Records from a data collection:
——————————
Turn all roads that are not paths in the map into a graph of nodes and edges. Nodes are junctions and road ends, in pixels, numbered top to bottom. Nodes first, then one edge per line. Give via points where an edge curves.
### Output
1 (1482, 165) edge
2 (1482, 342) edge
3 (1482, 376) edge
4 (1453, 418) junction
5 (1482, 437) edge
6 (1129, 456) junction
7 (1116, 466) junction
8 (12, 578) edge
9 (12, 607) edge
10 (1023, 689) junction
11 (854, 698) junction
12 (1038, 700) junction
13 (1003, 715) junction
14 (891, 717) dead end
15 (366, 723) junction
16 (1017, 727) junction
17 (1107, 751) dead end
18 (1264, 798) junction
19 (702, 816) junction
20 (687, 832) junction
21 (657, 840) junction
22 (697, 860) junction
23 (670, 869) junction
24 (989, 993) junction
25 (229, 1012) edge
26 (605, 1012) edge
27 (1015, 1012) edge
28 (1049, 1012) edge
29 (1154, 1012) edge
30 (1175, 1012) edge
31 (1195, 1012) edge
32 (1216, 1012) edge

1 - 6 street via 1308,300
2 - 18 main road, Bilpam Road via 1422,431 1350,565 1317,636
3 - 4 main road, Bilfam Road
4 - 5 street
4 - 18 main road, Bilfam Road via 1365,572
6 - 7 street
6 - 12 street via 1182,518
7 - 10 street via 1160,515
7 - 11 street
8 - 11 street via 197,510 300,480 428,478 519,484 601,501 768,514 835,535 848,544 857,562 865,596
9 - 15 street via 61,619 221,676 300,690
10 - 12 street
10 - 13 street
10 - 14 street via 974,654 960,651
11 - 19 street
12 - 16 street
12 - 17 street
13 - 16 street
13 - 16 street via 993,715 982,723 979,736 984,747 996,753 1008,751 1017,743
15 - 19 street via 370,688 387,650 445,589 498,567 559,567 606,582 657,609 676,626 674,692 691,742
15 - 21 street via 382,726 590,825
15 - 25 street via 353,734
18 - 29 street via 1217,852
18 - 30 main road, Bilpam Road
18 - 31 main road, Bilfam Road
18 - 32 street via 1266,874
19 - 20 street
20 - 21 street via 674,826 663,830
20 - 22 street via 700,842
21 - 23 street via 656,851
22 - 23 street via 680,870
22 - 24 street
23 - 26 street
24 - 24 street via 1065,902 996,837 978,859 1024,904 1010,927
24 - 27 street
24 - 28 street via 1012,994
——————————
> Assignment
Every line of the data above is to be copied out exactly.

> Exercise output
Turn all roads that are not paths in the map into a graph of nodes and edges. Nodes are junctions and road ends, in pixels, numbered top to bottom. Nodes first, then one edge per line. Give via points where an edge curves.
### Output
1 (1482, 165) edge
2 (1482, 342) edge
3 (1482, 376) edge
4 (1453, 418) junction
5 (1482, 437) edge
6 (1129, 456) junction
7 (1116, 466) junction
8 (12, 578) edge
9 (12, 607) edge
10 (1023, 689) junction
11 (854, 698) junction
12 (1038, 700) junction
13 (1003, 715) junction
14 (891, 717) dead end
15 (366, 723) junction
16 (1017, 727) junction
17 (1107, 751) dead end
18 (1264, 798) junction
19 (702, 816) junction
20 (687, 832) junction
21 (657, 840) junction
22 (697, 860) junction
23 (670, 869) junction
24 (989, 993) junction
25 (229, 1012) edge
26 (605, 1012) edge
27 (1015, 1012) edge
28 (1049, 1012) edge
29 (1154, 1012) edge
30 (1175, 1012) edge
31 (1195, 1012) edge
32 (1216, 1012) edge

1 - 6 street via 1308,300
2 - 18 main road, Bilpam Road via 1422,431 1350,565 1317,636
3 - 4 main road, Bilfam Road
4 - 5 street
4 - 18 main road, Bilfam Road via 1365,572
6 - 7 street
6 - 12 street via 1182,518
7 - 10 street via 1160,515
7 - 11 street
8 - 11 street via 197,510 300,480 428,478 519,484 601,501 768,514 835,535 848,544 857,562 865,596
9 - 15 street via 61,619 221,676 300,690
10 - 12 street
10 - 13 street
10 - 14 street via 974,654 960,651
11 - 19 street
12 - 16 street
12 - 17 street
13 - 16 street
13 - 16 street via 993,715 982,723 979,736 984,747 996,753 1008,751 1017,743
15 - 19 street via 370,688 387,650 445,589 498,567 559,567 606,582 657,609 676,626 674,692 691,742
15 - 21 street via 382,726 590,825
15 - 25 street via 353,734
18 - 29 street via 1217,852
18 - 30 main road, Bilpam Road
18 - 31 main road, Bilfam Road
18 - 32 street via 1266,874
19 - 20 street
20 - 21 street via 674,826 663,830
20 - 22 street via 700,842
21 - 23 street via 656,851
22 - 23 street via 680,870
22 - 24 street
23 - 26 street
24 - 24 street via 1065,902 996,837 978,859 1024,904 1010,927
24 - 27 street
24 - 28 street via 1012,994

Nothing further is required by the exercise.